***** SOURCE INFORMATION
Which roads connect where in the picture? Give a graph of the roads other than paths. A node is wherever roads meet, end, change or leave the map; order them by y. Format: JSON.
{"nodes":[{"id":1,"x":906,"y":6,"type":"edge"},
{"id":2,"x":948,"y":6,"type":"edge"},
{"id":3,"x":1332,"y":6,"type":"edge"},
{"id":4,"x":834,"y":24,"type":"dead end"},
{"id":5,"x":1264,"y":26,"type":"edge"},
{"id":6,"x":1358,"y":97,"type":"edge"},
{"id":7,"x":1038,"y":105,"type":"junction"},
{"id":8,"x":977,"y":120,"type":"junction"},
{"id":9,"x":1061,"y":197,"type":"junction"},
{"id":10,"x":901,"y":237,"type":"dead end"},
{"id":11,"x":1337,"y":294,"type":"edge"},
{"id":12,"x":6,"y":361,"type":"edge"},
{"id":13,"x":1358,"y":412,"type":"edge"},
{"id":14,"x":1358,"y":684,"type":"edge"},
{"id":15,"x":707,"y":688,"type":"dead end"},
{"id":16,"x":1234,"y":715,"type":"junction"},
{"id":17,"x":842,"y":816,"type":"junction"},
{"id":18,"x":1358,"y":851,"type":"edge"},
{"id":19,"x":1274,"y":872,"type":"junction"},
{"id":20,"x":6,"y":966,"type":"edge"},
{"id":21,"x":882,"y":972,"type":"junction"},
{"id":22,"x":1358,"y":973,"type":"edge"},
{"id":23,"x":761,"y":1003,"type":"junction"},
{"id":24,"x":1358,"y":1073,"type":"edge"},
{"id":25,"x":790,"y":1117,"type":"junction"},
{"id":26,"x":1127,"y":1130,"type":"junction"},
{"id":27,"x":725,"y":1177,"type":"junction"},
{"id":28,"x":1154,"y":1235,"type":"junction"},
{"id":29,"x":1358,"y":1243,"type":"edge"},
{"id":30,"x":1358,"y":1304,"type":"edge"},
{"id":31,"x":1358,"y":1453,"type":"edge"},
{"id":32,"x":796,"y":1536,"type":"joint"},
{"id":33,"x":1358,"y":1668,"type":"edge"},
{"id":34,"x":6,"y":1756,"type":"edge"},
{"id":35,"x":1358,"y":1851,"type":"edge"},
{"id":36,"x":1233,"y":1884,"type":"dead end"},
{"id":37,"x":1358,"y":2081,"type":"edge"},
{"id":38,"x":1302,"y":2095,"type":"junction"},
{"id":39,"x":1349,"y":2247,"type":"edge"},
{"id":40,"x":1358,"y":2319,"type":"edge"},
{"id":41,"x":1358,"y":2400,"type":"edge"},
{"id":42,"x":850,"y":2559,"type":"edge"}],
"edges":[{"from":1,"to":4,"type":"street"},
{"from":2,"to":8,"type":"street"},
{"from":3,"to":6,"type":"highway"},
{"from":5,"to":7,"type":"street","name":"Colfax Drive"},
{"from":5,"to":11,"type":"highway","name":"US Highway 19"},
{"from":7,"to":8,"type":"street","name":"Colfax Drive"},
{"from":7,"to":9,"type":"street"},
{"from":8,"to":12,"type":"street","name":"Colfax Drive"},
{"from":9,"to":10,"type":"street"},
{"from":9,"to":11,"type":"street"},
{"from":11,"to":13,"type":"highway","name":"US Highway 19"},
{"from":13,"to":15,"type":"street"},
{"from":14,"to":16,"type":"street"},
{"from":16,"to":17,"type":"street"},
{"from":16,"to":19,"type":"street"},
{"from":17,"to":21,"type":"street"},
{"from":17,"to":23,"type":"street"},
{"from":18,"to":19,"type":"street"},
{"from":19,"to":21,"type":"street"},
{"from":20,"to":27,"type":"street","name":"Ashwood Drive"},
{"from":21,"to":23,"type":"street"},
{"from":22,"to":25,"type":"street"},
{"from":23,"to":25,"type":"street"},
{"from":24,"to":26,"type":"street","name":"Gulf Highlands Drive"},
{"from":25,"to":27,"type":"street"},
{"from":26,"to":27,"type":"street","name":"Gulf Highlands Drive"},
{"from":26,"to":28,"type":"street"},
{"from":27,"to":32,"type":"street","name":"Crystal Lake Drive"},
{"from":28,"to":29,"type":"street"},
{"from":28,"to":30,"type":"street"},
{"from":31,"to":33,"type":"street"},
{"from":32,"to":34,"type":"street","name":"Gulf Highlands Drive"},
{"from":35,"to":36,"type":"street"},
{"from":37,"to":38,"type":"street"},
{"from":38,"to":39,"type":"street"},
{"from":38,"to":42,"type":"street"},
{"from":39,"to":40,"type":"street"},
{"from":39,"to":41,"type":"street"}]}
**********
#### DESCRIPTION OF THE TASK
Line by line, set down the material exactly as given.

#### SOLUTION TO THE EXERCISE
Which roads connect where in the picture? Give a graph of the roads other than paths. A node is wherever roads meet, end, change or leave the map; order them by y. Format: JSON.
{"nodes":[{"id":1,"x":906,"y":6,"type":"edge"},
{"id":2,"x":948,"y":6,"type":"edge"},
{"id":3,"x":1332,"y":6,"type":"edge"},
{"id":4,"x":834,"y":24,"type":"dead end"},
{"id":5,"x":1264,"y":26,"type":"edge"},
{"id":6,"x":1358,"y":97,"type":"edge"},
{"id":7,"x":1038,"y":105,"type":"junction"},
{"id":8,"x":977,"y":120,"type":"junction"},
{"id":9,"x":1061,"y":197,"type":"junction"},
{"id":10,"x":901,"y":237,"type":"dead end"},
{"id":11,"x":1337,"y":294,"type":"edge"},
{"id":12,"x":6,"y":361,"type":"edge"},
{"id":13,"x":1358,"y":412,"type":"edge"},
{"id":14,"x":1358,"y":684,"type":"edge"},
{"id":15,"x":707,"y":688,"type":"dead end"},
{"id":16,"x":1234,"y":715,"type":"junction"},
{"id":17,"x":842,"y":816,"type":"junction"},
{"id":18,"x":1358,"y":851,"type":"edge"},
{"id":19,"x":1274,"y":872,"type":"junction"},
{"id":20,"x":6,"y":966,"type":"edge"},
{"id":21,"x":882,"y":972,"type":"junction"},
{"id":22,"x":1358,"y":973,"type":"edge"},
{"id":23,"x":761,"y":1003,"type":"junction"},
{"id":24,"x":1358,"y":1073,"type":"edge"},
{"id":25,"x":790,"y":1117,"type":"junction"},
{"id":26,"x":1127,"y":1130,"type":"junction"},
{"id":27,"x":725,"y":1177,"type":"junction"},
{"id":28,"x":1154,"y":1235,"type":"junction"},
{"id":29,"x":1358,"y":1243,"type":"edge"},
{"id":30,"x":1358,"y":1304,"type":"edge"},
{"id":31,"x":1358,"y":1453,"type":"edge"},
{"id":32,"x":796,"y":1536,"type":"joint"},
{"id":33,"x":1358,"y":1668,"type":"edge"},
{"id":34,"x":6,"y":1756,"type":"edge"},
{"id":35,"x":1358,"y":1851,"type":"edge"},
{"id":36,"x":1233,"y":1884,"type":"dead end"},
{"id":37,"x":1358,"y":2081,"type":"edge"},
{"id":38,"x":1302,"y":2095,"type":"junction"},
{"id":39,"x":1349,"y":2247,"type":"edge"},
{"id":40,"x":1358,"y":2319,"type":"edge"},
{"id":41,"x":1358,"y":2400,"type":"edge"},
{"id":42,"x":850,"y":2559,"type":"edge"}],
"edges":[{"from":1,"to":4,"type":"street"},
{"from":2,"to":8,"type":"street"},
{"from":3,"to":6,"type":"highway"},
{"from":5,"to":7,"type":"street","name":"Colfax Drive"},
{"from":5,"to":11,"type":"highway","name":"US Highway 19"},
{"from":7,"to":8,"type":"street","name":"Colfax Drive"},
{"from":7,"to":9,"type":"street"},
{"from":8,"to":12,"type":"street","name":"Colfax Drive"},
{"from":9,"to":10,"type":"street"},
{"from":9,"to":11,"type":"street"},
{"from":11,"to":13,"type":"highway","name":"US Highway 19"},
{"from":13,"to":15,"type":"street"},
{"from":14,"to":16,"type":"street"},
{"from":16,"to":17,"type":"street"},
{"from":16,"to":19,"type":"street"},
{"from":17,"to":21,"type":"street"},
{"from":17,"to":23,"type":"street"},
{"from":18,"to":19,"type":"street"},
{"from":19,"to":21,"type":"street"},
{"from":20,"to":27,"type":"street","name":"Ashwood Drive"},
{"from":21,"to":23,"type":"street"},
{"from":22,"to":25,"type":"street"},
{"from":23,"to":25,"type":"street"},
{"from":24,"to":26,"type":"street","name":"Gulf Highlands Drive"},
{"from":25,"to":27,"type":"street"},
{"from":26,"to":27,"type":"street","name":"Gulf Highlands Drive"},
{"from":26,"to":28,"type":"street"},
{"from":27,"to":32,"type":"street","name":"Crystal Lake Drive"},
{"from":28,"to":29,"type":"street"},
{"from":28,"to":30,"type":"street"},
{"from":31,"to":33,"type":"street"},
{"from":32,"to":34,"type":"street","name":"Gulf Highlands Drive"},
{"from":35,"to":36,"type":"street"},
{"from":37,"to":38,"type":"street"},
{"from":38,"to":39,"type":"street"},
{"from":38,"to":42,"type":"street"},
{"from":39,"to":40,"type":"street"},
{"from":39,"to":41,"type":"street"}]}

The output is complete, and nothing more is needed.